**RECORDS FOR THIS EXERCISE:**
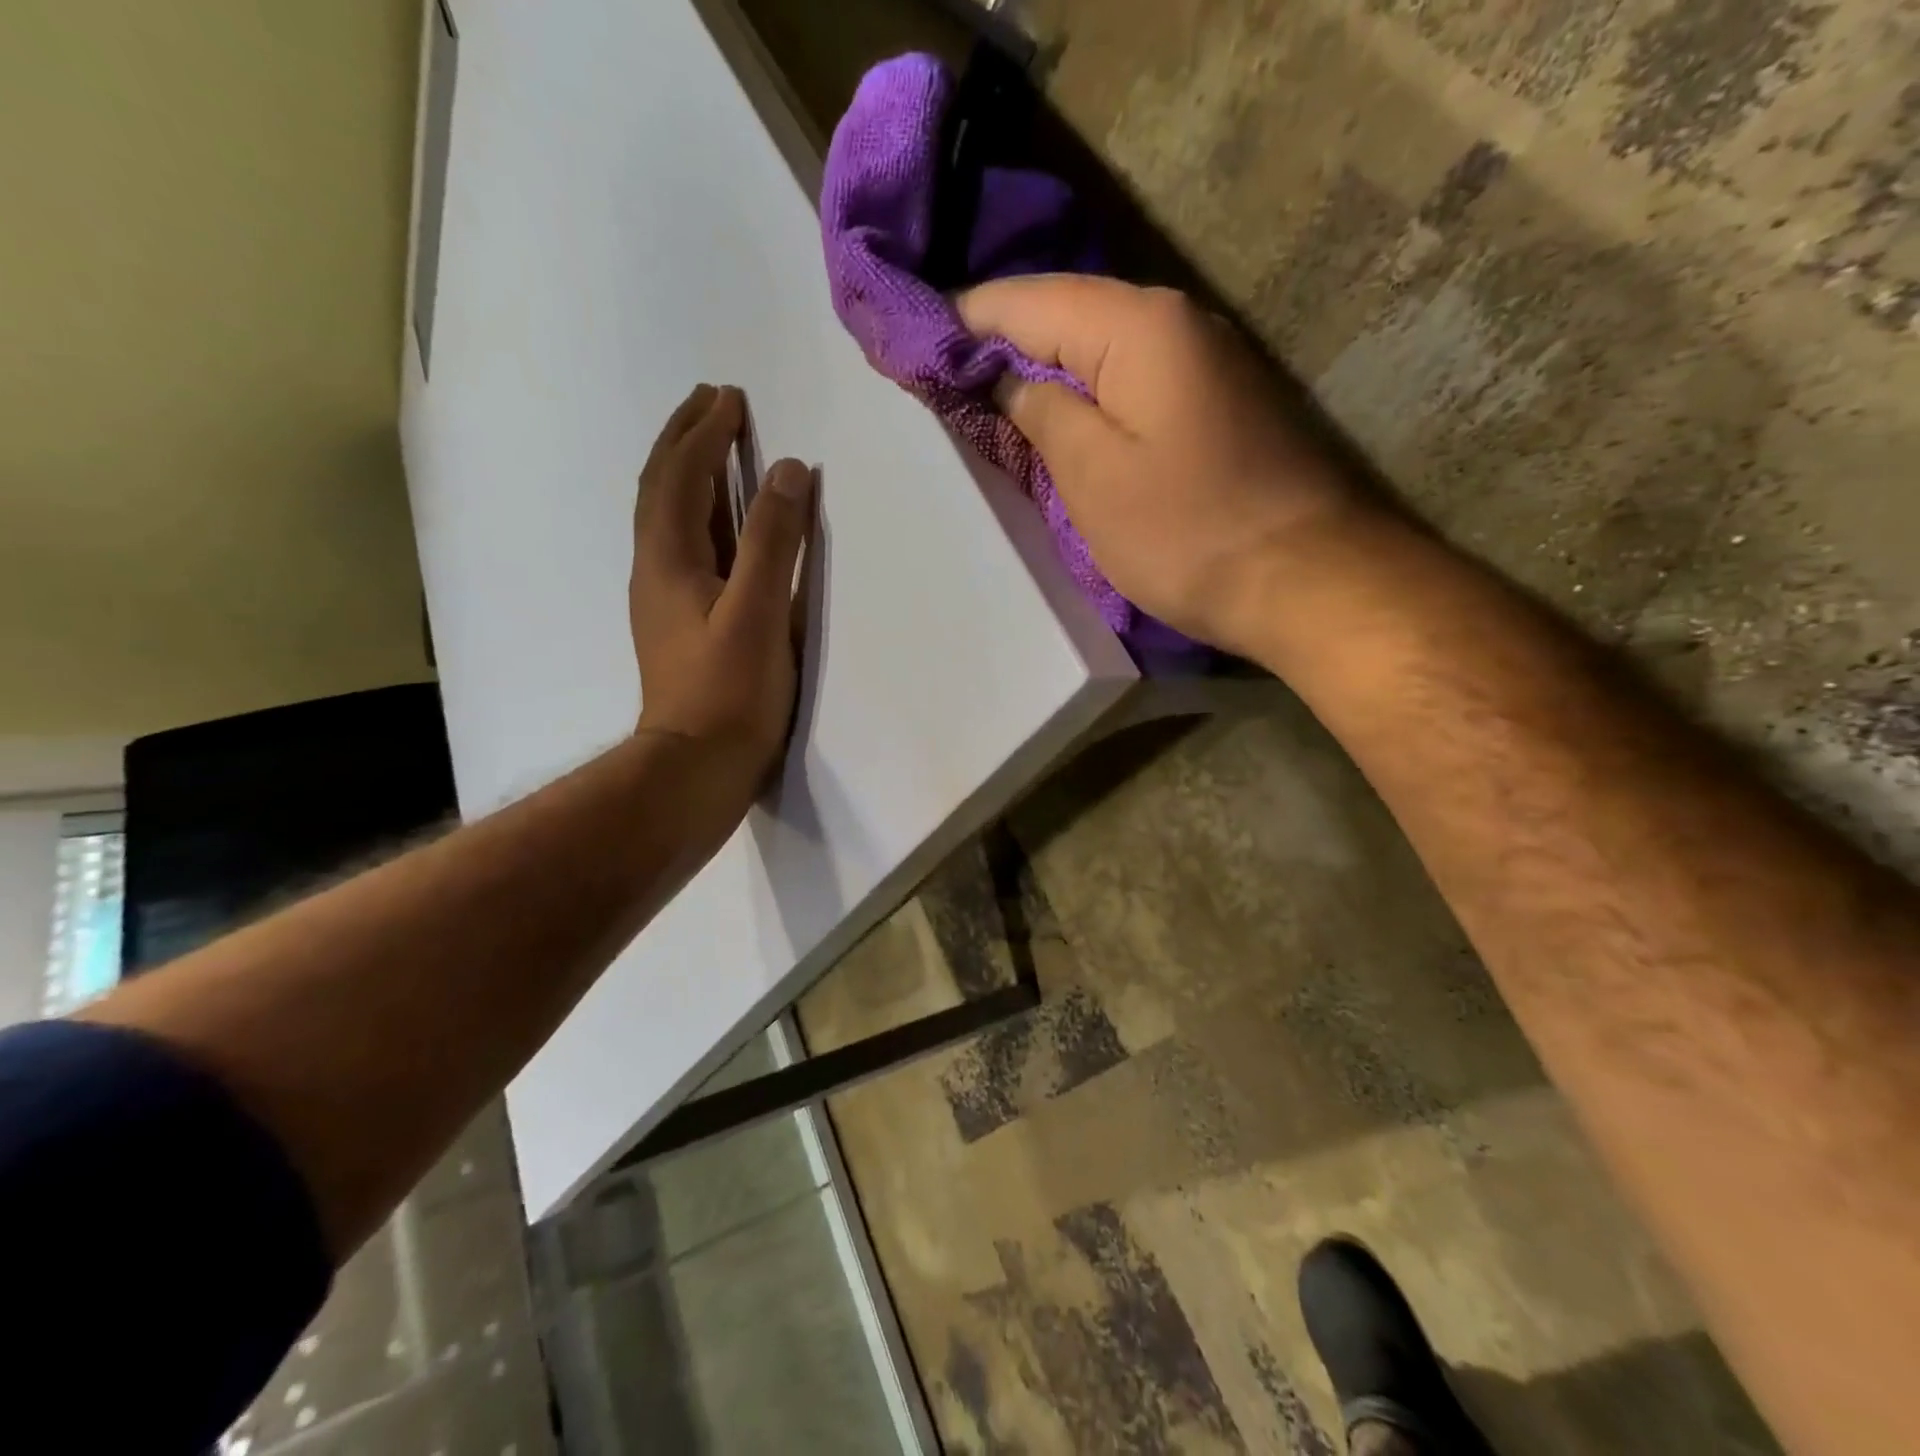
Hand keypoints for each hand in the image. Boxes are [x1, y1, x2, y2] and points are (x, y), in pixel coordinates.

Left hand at [629, 383, 814, 792]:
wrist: (695, 768)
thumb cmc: (728, 693)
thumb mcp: (758, 614)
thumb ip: (773, 542)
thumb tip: (790, 472)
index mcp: (669, 560)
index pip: (680, 477)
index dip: (704, 434)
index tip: (729, 397)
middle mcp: (657, 570)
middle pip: (662, 488)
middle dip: (686, 440)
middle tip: (712, 403)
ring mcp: (664, 599)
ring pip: (670, 518)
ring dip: (689, 473)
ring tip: (714, 447)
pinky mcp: (680, 624)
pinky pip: (685, 548)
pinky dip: (701, 516)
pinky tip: (718, 525)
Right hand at [957, 276, 1367, 656]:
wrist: (1308, 581)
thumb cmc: (1188, 533)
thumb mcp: (1094, 476)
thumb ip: (1040, 413)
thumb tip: (1006, 377)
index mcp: (1136, 326)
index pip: (1024, 300)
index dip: (961, 320)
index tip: (910, 345)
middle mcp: (1174, 321)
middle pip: (1063, 315)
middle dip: (997, 342)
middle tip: (938, 377)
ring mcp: (1202, 361)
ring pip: (1097, 350)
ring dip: (1041, 369)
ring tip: (982, 397)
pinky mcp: (1215, 403)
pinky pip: (1129, 382)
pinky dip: (1084, 395)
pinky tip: (1055, 419)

**TASK TO CARRY OUT:** Please give the count of lines above with "hand", nothing else.

**RESPONSE TO THE TASK:** 3